Find the string "عطيه" in the records. Copy every line it appears in.

» Extracted records:
*** Begin section ***

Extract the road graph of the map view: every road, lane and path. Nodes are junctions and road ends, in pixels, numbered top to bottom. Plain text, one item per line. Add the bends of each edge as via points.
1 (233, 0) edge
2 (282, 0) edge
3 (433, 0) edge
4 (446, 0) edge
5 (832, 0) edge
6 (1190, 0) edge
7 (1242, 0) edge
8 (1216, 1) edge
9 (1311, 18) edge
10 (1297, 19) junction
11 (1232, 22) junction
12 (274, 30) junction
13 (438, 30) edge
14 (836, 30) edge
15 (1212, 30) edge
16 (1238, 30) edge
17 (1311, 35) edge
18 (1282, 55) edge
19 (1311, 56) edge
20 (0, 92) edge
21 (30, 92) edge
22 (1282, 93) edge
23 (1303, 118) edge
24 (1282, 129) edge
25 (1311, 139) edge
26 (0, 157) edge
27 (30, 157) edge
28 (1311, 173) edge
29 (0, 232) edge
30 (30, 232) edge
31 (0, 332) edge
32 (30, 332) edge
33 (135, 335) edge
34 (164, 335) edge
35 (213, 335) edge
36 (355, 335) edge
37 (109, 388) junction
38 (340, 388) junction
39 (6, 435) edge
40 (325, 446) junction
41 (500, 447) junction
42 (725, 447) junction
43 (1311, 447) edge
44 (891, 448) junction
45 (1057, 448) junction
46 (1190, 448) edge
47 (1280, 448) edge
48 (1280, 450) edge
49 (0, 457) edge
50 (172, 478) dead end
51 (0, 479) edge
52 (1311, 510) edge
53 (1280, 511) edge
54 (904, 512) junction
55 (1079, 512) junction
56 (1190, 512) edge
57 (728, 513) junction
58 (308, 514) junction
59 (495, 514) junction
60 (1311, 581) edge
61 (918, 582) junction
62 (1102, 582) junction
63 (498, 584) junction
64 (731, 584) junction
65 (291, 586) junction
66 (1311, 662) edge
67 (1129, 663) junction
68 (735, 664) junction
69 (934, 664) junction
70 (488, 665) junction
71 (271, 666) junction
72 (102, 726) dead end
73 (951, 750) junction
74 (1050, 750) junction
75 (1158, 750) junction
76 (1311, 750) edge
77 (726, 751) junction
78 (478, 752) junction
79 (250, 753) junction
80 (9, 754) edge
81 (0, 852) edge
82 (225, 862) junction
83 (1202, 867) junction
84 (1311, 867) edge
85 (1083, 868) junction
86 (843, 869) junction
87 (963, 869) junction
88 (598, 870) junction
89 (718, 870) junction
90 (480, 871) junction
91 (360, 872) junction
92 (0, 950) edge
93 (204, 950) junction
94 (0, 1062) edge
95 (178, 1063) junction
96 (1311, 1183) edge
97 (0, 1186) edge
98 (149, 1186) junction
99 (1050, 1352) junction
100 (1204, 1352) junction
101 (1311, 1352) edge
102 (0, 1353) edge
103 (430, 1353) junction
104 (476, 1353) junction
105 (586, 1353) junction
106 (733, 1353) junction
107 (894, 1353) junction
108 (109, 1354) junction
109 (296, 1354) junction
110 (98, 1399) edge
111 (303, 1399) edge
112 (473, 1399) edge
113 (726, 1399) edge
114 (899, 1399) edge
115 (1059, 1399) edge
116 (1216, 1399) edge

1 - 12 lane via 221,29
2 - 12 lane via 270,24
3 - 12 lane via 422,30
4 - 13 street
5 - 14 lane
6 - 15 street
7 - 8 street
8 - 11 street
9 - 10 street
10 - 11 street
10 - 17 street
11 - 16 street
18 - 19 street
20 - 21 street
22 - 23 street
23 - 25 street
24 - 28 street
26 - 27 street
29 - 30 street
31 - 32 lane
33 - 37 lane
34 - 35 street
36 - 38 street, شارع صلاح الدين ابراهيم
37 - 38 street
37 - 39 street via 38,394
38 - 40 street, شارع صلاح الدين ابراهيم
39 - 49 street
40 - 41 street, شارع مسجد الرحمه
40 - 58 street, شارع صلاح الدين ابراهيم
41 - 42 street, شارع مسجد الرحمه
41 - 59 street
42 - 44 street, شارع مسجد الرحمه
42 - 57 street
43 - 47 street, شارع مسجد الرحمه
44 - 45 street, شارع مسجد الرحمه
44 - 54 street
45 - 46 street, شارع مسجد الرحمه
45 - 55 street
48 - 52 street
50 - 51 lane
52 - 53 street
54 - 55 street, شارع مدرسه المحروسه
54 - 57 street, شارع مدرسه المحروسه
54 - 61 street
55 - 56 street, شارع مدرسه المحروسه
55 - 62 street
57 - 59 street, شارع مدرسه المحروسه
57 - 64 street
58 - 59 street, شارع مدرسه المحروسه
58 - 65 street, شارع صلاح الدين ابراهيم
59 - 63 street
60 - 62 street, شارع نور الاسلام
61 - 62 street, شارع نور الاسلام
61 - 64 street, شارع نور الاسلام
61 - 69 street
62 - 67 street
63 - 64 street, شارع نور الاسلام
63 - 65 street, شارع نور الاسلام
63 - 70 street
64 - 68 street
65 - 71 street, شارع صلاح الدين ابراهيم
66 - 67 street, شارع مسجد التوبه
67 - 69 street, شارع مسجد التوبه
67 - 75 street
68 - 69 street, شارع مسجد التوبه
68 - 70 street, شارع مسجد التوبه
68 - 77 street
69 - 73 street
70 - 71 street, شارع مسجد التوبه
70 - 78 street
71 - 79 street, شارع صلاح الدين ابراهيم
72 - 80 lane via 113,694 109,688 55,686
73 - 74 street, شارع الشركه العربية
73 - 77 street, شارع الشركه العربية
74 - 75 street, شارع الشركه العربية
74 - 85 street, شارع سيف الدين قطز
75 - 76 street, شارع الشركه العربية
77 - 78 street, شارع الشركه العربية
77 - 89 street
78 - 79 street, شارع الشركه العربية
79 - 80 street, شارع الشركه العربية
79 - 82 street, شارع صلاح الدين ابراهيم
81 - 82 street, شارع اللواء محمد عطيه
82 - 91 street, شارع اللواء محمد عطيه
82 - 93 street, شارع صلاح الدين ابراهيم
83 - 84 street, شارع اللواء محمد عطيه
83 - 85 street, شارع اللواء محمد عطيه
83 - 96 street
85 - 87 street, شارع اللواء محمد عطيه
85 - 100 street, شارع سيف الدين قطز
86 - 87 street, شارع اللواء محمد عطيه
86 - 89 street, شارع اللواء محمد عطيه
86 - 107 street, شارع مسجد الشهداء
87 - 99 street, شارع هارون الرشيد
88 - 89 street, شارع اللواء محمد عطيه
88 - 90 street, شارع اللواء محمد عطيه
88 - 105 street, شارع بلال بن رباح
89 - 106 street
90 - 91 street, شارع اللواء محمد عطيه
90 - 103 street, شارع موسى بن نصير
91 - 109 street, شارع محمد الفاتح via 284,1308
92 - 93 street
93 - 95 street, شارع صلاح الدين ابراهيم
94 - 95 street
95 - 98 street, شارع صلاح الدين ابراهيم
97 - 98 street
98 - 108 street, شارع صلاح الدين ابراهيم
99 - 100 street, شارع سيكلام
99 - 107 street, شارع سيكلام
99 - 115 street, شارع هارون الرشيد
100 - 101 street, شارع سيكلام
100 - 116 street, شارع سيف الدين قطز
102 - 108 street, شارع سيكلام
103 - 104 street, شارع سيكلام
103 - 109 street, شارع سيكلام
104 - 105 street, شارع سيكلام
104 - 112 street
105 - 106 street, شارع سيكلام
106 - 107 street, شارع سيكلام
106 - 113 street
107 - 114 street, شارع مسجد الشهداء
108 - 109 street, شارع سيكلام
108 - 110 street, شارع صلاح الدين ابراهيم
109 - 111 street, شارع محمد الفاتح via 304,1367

*** End section ***

» Result of the exercise:
81 - 82 street, شارع اللواء محمد عطيه
82 - 91 street, شارع اللواء محمد عطيه
83 - 84 street, شارع اللواء محمد عطيه
83 - 85 street, شارع اللواء محمد عطيه
85 - 87 street, شارع اللواء محمد عطيه
86 - 87 street, شارع اللواء محمد عطيه
86 - 89 street, شارع اللواء محمد عطيه
88 - 89 street, شارع اللواء محمد عطيه
88 - 90 street, شارع اللواء محمد عطيه
90 - 91 street, شارع اللواء محمد عطيه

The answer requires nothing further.